REGION — As San Diego County inches closer toward allowing schools to reopen, county officials announced that they would expand free testing for school staff throughout the region.
Even as the county reported 228 new COVID-19 cases and three additional deaths Wednesday, a case rate continuing to remain under the state’s 100 cases per 100,000 population means that schools will be able to open in the county as soon as Sept. 1. The case rate was 80.2 per 100,000 on Wednesday.
According to County Supervisor Nathan Fletcher, testing for school staff — teachers, paraprofessionals and others — will be made available for free at all of the county’s 20 testing sites. Additionally, Fletcher said more will open by the end of September to increase testing accessibility.
The county still does not advise that asymptomatic children get tested, but Fletcher said parents can seek guidance through primary care physicians or seek testing through Rady Children’s Hospital, Tri-Care or Kaiser Permanente — depending on what health insurance, if any, a family has.
Paul Gothold, the county’s office of education superintendent, thanked county officials Wednesday for passing a $6.55 billion budget on Tuesday that contained many COVID-19 and education-related line items, including $2 million to make sure students from low-income families have access to the internet for distance learning during the school year.

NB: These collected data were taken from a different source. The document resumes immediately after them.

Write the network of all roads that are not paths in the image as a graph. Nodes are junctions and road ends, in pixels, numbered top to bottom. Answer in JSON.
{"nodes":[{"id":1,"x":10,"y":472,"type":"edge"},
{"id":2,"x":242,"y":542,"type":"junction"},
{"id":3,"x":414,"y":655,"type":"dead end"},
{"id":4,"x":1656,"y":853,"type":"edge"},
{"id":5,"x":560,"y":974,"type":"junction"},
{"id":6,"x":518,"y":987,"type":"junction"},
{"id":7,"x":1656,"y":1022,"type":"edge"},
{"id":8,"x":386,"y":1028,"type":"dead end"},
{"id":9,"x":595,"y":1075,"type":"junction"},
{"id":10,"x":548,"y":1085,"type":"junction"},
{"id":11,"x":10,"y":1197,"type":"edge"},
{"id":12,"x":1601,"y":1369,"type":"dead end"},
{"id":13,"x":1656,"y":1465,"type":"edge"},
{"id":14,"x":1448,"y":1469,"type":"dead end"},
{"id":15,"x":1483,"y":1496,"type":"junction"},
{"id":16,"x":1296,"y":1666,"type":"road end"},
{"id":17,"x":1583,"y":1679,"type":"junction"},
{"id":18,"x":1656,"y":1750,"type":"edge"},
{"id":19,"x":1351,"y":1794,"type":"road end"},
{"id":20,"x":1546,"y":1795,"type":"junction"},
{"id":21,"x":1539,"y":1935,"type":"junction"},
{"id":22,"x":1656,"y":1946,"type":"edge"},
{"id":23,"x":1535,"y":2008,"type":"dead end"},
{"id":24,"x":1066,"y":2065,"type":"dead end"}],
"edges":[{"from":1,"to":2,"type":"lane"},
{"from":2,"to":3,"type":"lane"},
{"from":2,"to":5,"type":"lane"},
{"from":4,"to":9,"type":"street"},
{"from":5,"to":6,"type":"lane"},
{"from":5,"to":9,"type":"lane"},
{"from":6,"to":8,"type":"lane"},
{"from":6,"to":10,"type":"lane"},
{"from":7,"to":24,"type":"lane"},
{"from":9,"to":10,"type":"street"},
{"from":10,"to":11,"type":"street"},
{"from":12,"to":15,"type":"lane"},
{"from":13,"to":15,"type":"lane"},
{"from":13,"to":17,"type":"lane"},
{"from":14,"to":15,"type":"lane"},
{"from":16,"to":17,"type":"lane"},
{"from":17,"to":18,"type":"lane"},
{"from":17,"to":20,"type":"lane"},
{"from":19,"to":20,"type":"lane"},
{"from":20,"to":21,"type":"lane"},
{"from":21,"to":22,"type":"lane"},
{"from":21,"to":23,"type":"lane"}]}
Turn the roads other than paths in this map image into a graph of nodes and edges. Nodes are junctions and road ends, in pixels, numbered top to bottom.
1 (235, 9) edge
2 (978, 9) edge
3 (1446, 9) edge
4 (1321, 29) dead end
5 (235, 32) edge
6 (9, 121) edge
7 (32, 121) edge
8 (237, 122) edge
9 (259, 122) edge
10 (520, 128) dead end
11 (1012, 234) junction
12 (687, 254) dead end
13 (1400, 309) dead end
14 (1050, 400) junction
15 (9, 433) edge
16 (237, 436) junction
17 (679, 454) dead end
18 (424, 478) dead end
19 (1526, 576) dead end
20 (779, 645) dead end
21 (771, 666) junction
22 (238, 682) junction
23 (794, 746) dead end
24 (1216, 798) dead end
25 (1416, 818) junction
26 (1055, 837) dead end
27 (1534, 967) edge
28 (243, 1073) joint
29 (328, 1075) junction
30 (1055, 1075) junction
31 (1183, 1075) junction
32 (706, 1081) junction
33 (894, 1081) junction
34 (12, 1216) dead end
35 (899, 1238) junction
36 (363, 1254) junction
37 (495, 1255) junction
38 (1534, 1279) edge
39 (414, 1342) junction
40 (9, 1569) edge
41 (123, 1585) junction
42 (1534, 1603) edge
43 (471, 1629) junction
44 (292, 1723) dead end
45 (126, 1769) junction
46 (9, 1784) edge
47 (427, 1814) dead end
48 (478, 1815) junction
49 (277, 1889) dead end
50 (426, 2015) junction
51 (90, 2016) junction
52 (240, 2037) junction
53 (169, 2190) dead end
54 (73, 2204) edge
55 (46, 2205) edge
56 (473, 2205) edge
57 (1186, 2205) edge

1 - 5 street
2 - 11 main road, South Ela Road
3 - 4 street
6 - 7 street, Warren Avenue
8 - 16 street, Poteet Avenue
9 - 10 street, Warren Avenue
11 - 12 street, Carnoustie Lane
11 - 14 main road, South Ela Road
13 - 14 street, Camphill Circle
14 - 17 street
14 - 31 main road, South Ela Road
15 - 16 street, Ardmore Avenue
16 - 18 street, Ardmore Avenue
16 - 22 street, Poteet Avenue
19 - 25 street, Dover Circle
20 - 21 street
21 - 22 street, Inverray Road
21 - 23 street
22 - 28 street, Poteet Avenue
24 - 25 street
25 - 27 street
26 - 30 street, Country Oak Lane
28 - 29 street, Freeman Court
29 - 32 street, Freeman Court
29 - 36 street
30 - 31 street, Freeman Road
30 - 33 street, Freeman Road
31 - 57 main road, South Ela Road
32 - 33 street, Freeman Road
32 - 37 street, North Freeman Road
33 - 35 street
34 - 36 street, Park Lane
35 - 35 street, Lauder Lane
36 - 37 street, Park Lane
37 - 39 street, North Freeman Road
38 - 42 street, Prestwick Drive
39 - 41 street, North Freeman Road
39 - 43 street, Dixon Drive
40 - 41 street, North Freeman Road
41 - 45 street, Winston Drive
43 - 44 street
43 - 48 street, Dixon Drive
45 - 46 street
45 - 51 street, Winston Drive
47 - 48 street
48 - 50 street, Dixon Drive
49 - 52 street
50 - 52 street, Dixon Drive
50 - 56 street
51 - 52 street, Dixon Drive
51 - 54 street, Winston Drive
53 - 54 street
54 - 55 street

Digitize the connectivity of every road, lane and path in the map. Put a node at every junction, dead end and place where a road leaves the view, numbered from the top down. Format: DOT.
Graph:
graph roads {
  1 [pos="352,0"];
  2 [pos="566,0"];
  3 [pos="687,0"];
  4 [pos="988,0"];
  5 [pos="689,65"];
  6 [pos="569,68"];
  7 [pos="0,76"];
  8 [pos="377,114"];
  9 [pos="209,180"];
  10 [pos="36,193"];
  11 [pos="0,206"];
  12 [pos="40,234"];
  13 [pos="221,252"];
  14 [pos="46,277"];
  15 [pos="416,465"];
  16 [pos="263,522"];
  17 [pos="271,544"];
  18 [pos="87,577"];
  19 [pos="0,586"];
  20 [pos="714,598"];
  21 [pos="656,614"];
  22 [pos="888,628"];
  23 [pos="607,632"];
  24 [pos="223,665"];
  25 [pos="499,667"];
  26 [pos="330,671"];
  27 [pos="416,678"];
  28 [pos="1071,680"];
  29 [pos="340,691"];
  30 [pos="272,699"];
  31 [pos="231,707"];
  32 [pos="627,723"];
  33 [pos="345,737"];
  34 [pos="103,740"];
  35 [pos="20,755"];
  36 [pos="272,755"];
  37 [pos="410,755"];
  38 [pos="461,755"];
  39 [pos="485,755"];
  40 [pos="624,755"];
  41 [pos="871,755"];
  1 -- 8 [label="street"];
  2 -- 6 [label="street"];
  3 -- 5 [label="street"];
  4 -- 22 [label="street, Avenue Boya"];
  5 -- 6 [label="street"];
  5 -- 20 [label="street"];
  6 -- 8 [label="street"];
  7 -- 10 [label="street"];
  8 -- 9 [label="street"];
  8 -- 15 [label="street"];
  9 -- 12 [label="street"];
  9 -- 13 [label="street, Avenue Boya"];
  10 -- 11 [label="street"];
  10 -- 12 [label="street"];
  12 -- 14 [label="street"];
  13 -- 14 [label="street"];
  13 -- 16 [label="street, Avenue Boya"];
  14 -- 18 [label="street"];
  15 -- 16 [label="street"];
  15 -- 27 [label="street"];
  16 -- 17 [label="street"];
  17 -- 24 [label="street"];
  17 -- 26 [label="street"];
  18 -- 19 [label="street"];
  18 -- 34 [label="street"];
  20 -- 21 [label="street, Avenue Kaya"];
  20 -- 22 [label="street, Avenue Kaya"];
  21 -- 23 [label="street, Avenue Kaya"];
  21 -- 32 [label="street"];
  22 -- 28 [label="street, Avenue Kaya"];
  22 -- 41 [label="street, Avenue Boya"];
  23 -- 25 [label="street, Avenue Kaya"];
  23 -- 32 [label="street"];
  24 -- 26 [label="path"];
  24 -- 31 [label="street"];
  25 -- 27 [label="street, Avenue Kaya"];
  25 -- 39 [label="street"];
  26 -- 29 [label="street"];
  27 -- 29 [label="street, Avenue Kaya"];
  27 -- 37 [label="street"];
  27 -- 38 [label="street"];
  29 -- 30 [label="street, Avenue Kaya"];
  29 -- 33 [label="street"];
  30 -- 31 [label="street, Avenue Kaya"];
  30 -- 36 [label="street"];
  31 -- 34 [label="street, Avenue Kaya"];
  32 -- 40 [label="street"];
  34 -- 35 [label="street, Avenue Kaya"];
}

“This has been an incredibly difficult time,” he said. “We miss our students, our teachers and our classified staff.”
The county’s office of education oversees 42 school districts, more than 80,000 staff members and has at least partial oversight of hundreds of private and charter schools.
Some districts, such as San Diego Unified, have stated that they will have much stricter guidelines before in-person learning will begin again.
The new case data on Wednesday increased the total cases in the county to 37,222, and 668 deaths. A total of 8,327 tests were reported Wednesday, with 2.7% returning positive — lowering the 14-day rolling average to 3.6%, well below the state’s 8% guideline. The seven-day average number of tests performed in the county is 7,607.
Of the total positive cases in the county, 3,022 — or 8.1% — have required hospitalization since the pandemic began, and 738 — or 2% — were admitted to an intensive care unit.
County health officials reported one new community outbreak on Wednesday, bringing the number of outbreaks in the past week to 20. The outbreak was reported in a business.
The number of community outbreaks remains well above the county’s goal of fewer than seven in a seven-day span. A community setting outbreak is defined as three or more COVID-19 cases in a setting and in people of different households in the past 14 days.
The county will be placed back on the state’s monitoring list should it be flagged for exceeding any one of six different metrics for three consecutive days. Those metrics are the case rate, the percentage of positive
tests, the average number of tests a county is able to perform daily, changes in the number of hospitalized patients and the percentage of ventilators and intensive care beds available.
County health officials are still awaiting guidance from the state toward a reopening framework for businesses.
“We still have not yet received clarity,” Supervisor Greg Cox said. “We do not yet know when we will get these guidelines.”
Supervisor Nathan Fletcher said the county was hoping to hear from the state this week.
On Monday, the county began releasing more in-depth COVID-19 data by race, ethnicity and ZIP Code, including the number of tests administered and the number of case investigators and contact tracers.
The case investigator and contact tracing data will show the degree to which the number of employees doing the work mirror the ethnic groups that make up the local population. Currently, the county has 435 case investigators contacting San Diegans who have tested positive for COVID-19, finding out what places they visited and who their close contacts are.
Additionally, 285 contact tracers were connecting with people who were close contacts with positive cases.